Berita Balikpapan Terkini
DKUKMP Bersama Dekranasda Balikpapan Gelar Pelatihan Kerajinan Manik-manik, Diikuti 32 Pelaku Usaha
DKUKMP bersama Dekranasda Kota Balikpapan gelar pelatihan kerajinan manik-manik selama tiga hari dari tanggal 27-29 April 2026
Penulis: Siti Zubaidah | Editor: Nur Pratama
TRIBUNKALTIM.CO, BALIKPAPAN - Di sebuah sudut Aula Hotel Zurich Balikpapan, puluhan tangan tampak telaten merangkai manik-manik menjadi beragam bentuk.
Ada yang menyusun pola gelang, ada pula yang mencoba desain aksesoris bernuansa etnik.
Suasananya hangat, penuh konsentrasi, namun juga diselingi tawa kecil antar peserta, Senin (27/4/2026).
Pelatihan kerajinan manik-manik yang digelar Dinas Koperasi, Usaha Kecil Menengah dan Perindustrian (DKUKMP) bersama Dekranasda Kota Balikpapan ini bukan sekadar kegiatan rutin. Digelar selama tiga hari dari tanggal 27-29 April 2026 mendatang.
Baca juga: Tingkatkan Sumber Air Baku di Balikpapan, Waduk Manggar Mulai Dikeruk
Di balik setiap butir manik yang dirangkai, tersimpan harapan besar, mendorong pelaku UMKM Balikpapan naik kelas, sekaligus memperkuat identitas daerah.

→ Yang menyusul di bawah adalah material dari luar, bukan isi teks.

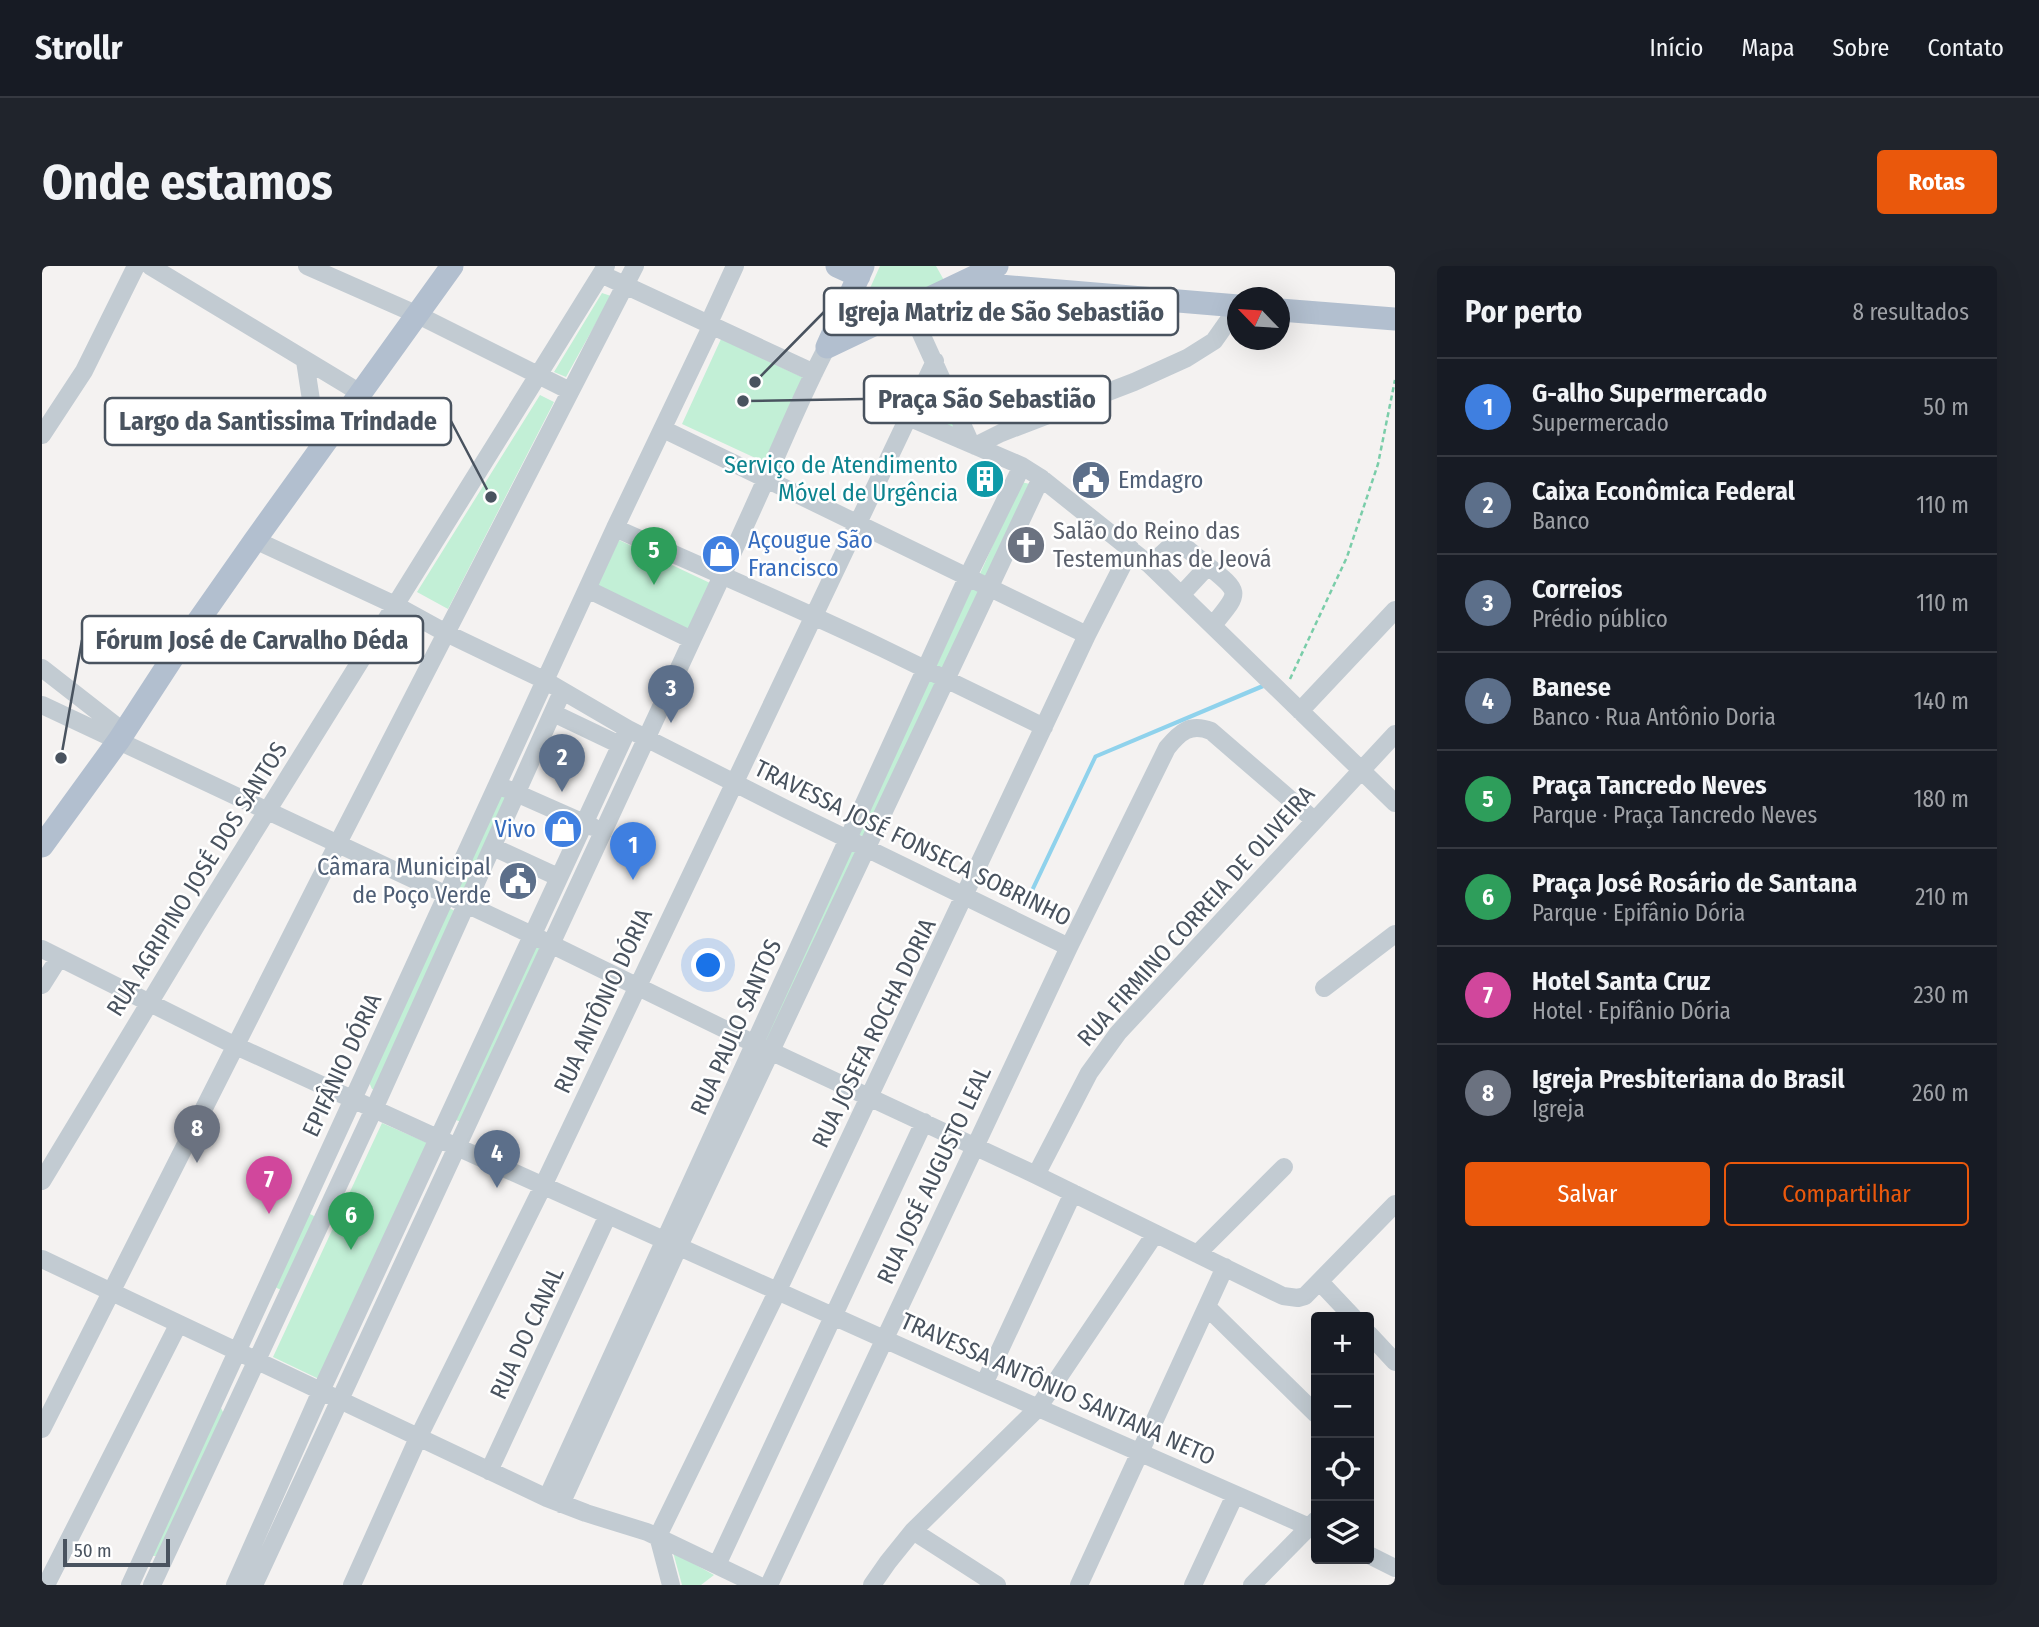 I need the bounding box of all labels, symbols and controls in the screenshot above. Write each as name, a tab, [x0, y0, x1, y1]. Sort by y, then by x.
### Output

Ketua Dekranasda Balikpapan, Nurlena Rahmad Mas'ud, hadir membuka kegiatan dengan pesan yang sederhana namun kuat untuk pelaku usaha harus terus bergerak dan berinovasi.
Ia mengaku bangga melihat perkembangan pelaku usaha lokal, termasuk keberhasilan lomba motif batik khas Balikpapan tahun lalu. Namun, menurutnya, tantangan ke depan tidaklah ringan.
“Situasi ekonomi sedang tidak mudah. Kita lihat kunjungan ke hotel menurun, penjualan oleh-oleh juga terdampak. Tapi di situlah kita harus mencari cara baru untuk bangkit,” ujarnya.
Bagi Nurlena, Balikpapan tidak boleh hanya menjadi kota transit. Ia ingin kota ini menjadi tujuan. Salah satu jalannya adalah dengan memperkuat daya tarik produk lokal.
“Kita dorong orang datang ke Balikpapan. IKN kita promosikan, tapi pusat belanja dan oleh-olehnya tetap di sini,” katanya.
Nurlena mengingatkan, di tengah arus tren yang cepat berubah, pentingnya membaca selera pasar, terutama generasi muda. Produk kerajinan, termasuk manik-manik, harus tampil lebih segar, berani bermain warna, dan relevan dengan gaya masa kini.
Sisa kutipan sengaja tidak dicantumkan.